## Material for this exercise
______
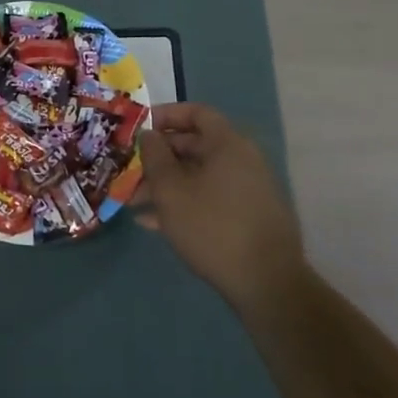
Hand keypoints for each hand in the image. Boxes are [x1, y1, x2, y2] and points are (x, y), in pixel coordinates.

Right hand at [135, 104, 307, 315]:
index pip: (197, 113)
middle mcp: (242, 160)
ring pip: (199, 175)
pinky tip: (155, 223)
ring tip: (134, 202)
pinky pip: (210, 198)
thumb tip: (148, 135)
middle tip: (131, 169)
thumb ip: (154, 157)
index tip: (140, 128)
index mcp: (228, 144)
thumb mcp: (171, 190)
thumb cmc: (213, 227)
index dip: (166, 115)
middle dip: (159, 157)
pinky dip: (185, 203)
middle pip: (195, 145)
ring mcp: (248, 189)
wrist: (267, 284)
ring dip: (167, 184)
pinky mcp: (248, 216)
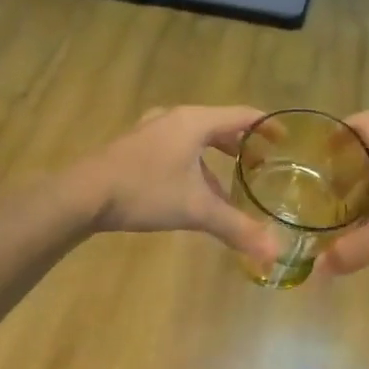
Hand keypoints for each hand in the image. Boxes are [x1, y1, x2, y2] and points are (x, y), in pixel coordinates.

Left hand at [74, 105, 273, 259]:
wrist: (83, 195)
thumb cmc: (145, 191)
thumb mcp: (196, 209)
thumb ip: (236, 228)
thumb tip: (274, 253)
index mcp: (194, 122)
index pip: (242, 115)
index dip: (267, 126)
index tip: (285, 140)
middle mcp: (175, 118)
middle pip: (219, 124)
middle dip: (241, 144)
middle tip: (260, 164)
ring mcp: (151, 130)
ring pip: (195, 138)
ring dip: (215, 157)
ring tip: (229, 184)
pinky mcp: (135, 146)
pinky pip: (176, 148)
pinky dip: (193, 164)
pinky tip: (192, 192)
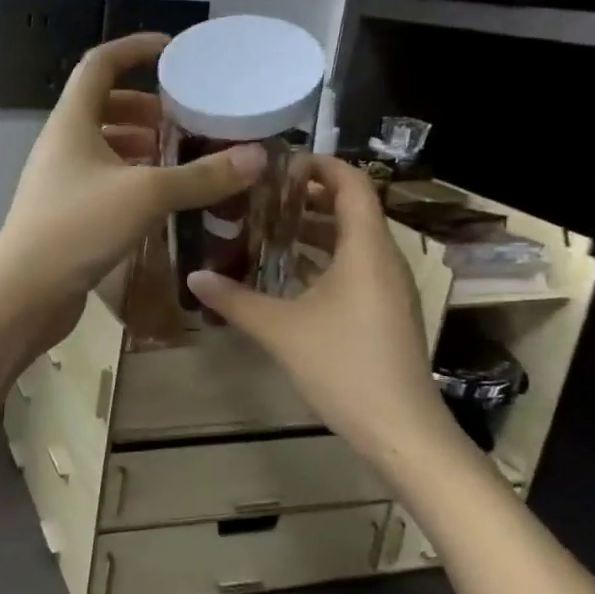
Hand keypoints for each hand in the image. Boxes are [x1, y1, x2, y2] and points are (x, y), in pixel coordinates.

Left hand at [0, 32, 266, 347]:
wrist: (24, 293)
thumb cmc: (78, 228)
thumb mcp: (146, 195)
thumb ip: (201, 175)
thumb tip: (257, 157)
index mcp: (71, 123)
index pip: (99, 65)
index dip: (134, 49)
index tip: (173, 51)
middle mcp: (61, 145)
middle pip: (102, 106)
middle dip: (144, 105)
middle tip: (185, 117)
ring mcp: (60, 181)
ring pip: (103, 147)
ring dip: (139, 144)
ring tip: (179, 155)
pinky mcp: (65, 213)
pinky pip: (102, 180)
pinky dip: (131, 178)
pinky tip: (159, 197)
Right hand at [188, 157, 458, 461]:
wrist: (400, 429)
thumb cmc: (343, 366)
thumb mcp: (280, 330)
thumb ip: (234, 300)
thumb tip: (193, 276)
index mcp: (366, 250)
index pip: (352, 184)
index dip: (320, 165)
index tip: (279, 164)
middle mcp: (383, 260)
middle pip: (351, 209)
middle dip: (308, 197)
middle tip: (261, 196)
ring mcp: (389, 288)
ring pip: (352, 241)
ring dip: (314, 230)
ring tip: (267, 229)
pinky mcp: (385, 312)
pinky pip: (354, 268)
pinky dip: (323, 259)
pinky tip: (287, 275)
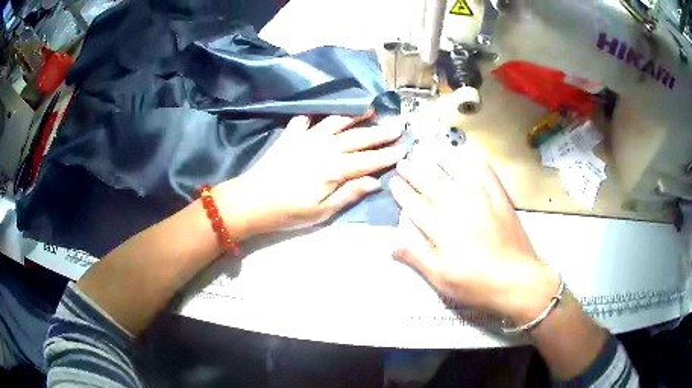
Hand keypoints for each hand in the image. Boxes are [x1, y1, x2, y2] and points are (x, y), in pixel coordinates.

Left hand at [216, 114, 405, 238]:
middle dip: (380, 132)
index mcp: (335, 169)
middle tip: (397, 126)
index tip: (404, 148)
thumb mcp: (322, 211)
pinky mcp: (291, 135)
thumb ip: (349, 193)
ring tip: (370, 109)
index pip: (368, 160)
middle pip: (358, 137)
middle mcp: (325, 147)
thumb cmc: (289, 211)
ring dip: (355, 115)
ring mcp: (307, 138)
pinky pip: (306, 120)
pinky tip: (321, 116)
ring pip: (337, 122)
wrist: (252, 200)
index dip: (388, 155)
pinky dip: (316, 116)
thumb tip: (375, 181)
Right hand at [390, 151, 558, 323]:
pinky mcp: (499, 196)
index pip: (414, 202)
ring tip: (429, 150)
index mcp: (439, 226)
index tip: (394, 181)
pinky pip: (485, 171)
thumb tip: (392, 244)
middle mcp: (457, 204)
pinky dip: (475, 159)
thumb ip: (416, 256)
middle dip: (414, 170)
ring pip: (454, 170)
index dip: (402, 191)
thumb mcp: (440, 277)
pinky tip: (468, 153)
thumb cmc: (475, 282)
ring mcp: (480, 197)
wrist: (515, 278)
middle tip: (404, 161)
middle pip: (430, 181)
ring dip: (439, 159)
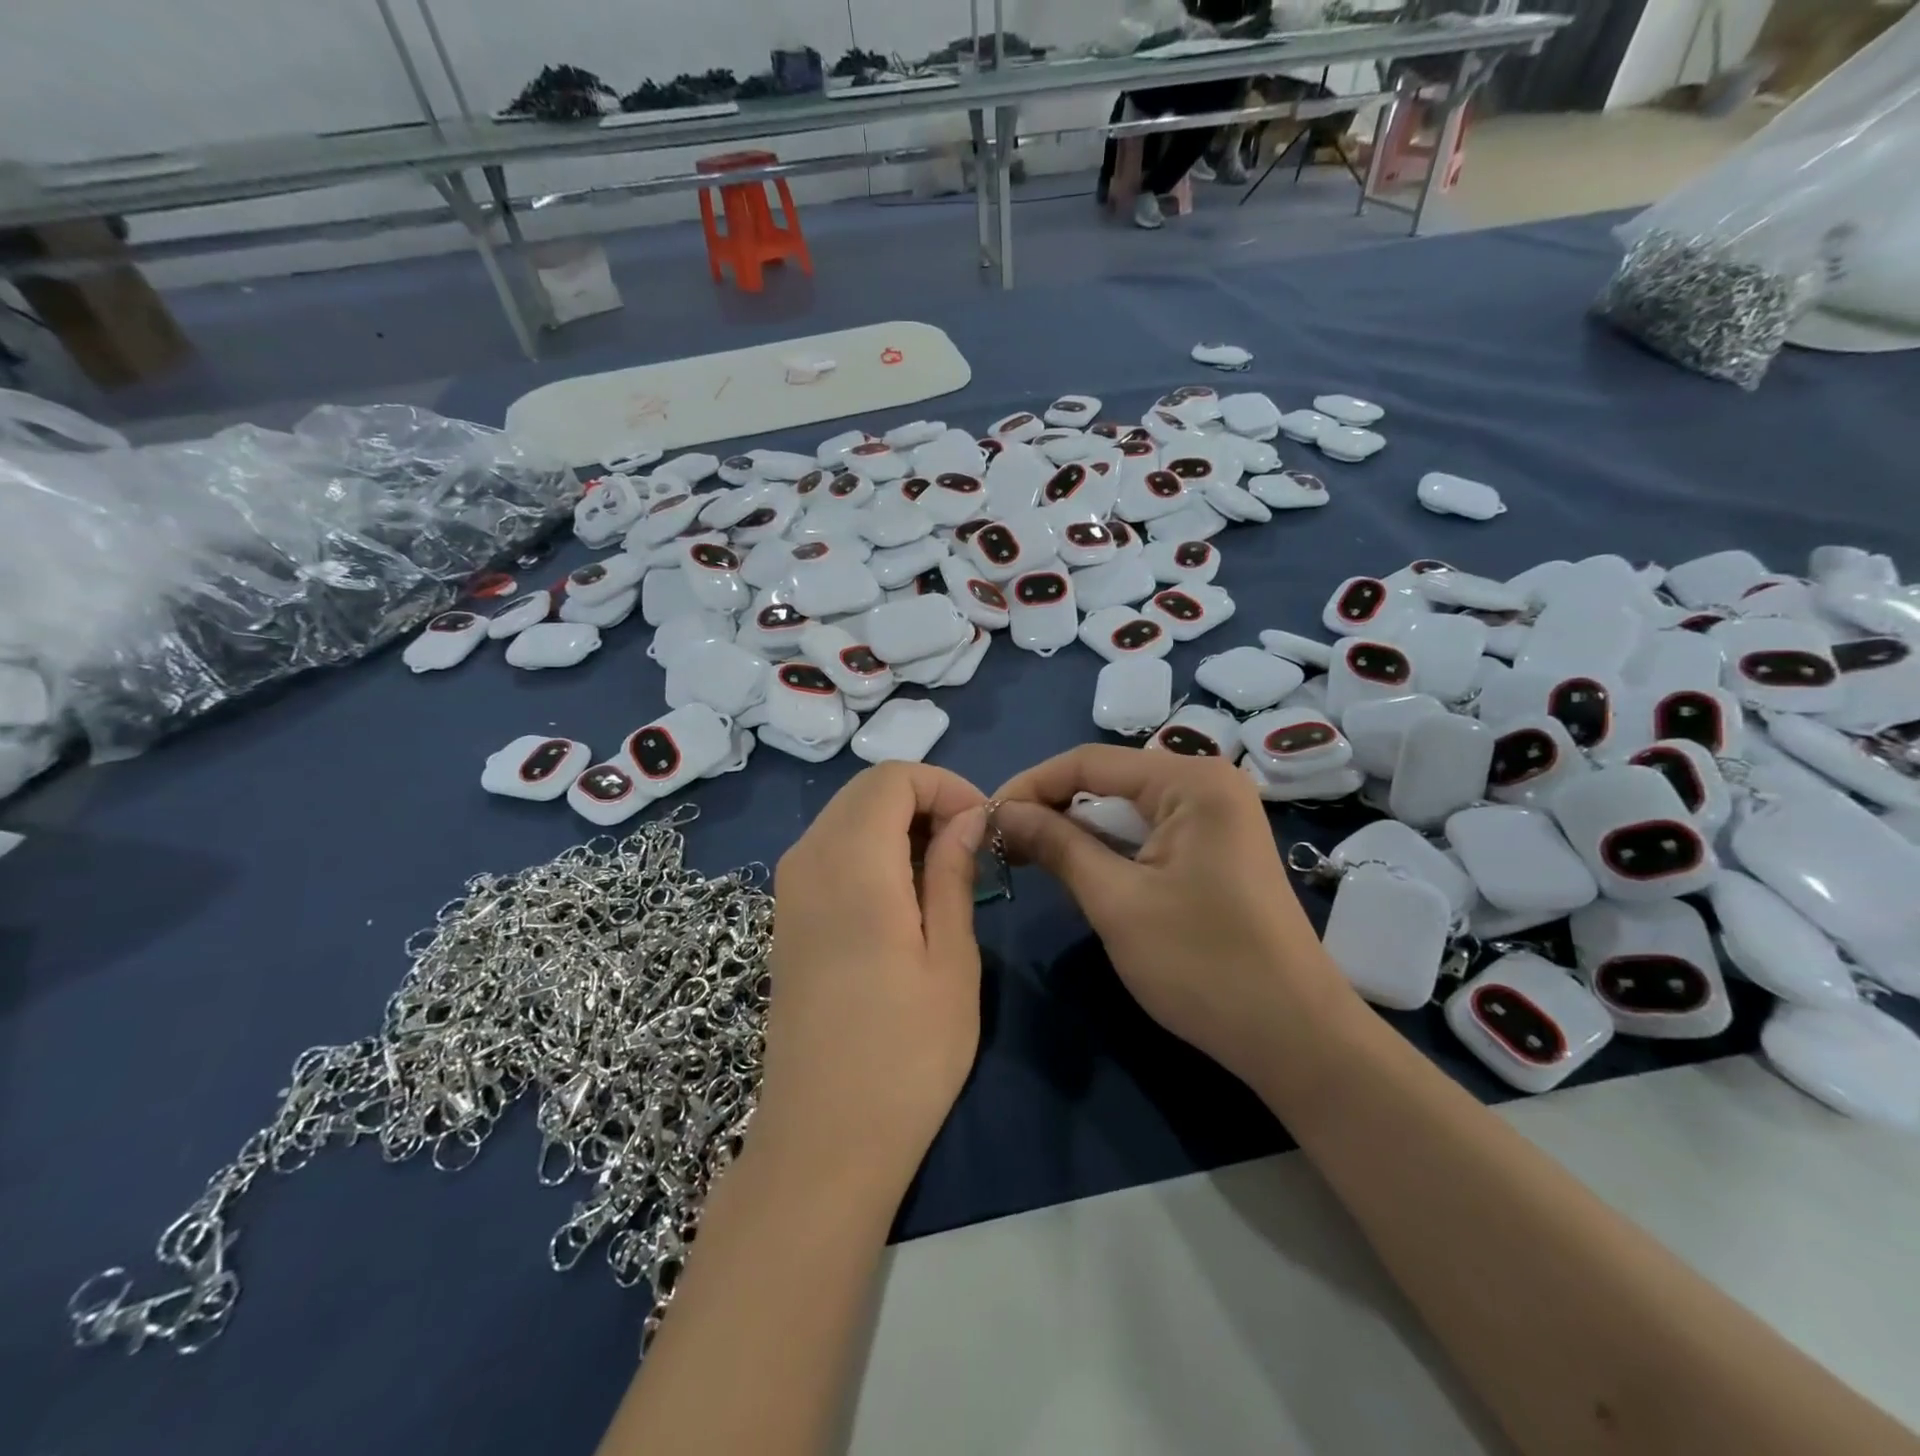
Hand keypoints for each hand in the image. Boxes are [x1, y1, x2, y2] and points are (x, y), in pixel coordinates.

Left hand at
______
## Task
Find the line that has "pinky dip: (475, 159)" in the listing, then retype it and each later line up to the last, exactly. Leave pictures out.

## Answer to the problem
pinky dip: (475, 159)
thumb ip: (416, 256)
middle dip: (414, 170)
ring pip: (454, 170)
index dip: (402, 191)
thumb mcp: (440, 277)
pinky tip: (468, 153)
thumb cmc: (475, 282)
ring mcp: (480, 197)
wrist: (515, 278)
middle tip: (404, 161)
middle pip: (430, 181)
ring dip: (439, 159)
Hand keypoints for each hand in the image. Boxes are [x1, y1, x2, y2] and points are (x, y), in pixel coordinates.

Left hand at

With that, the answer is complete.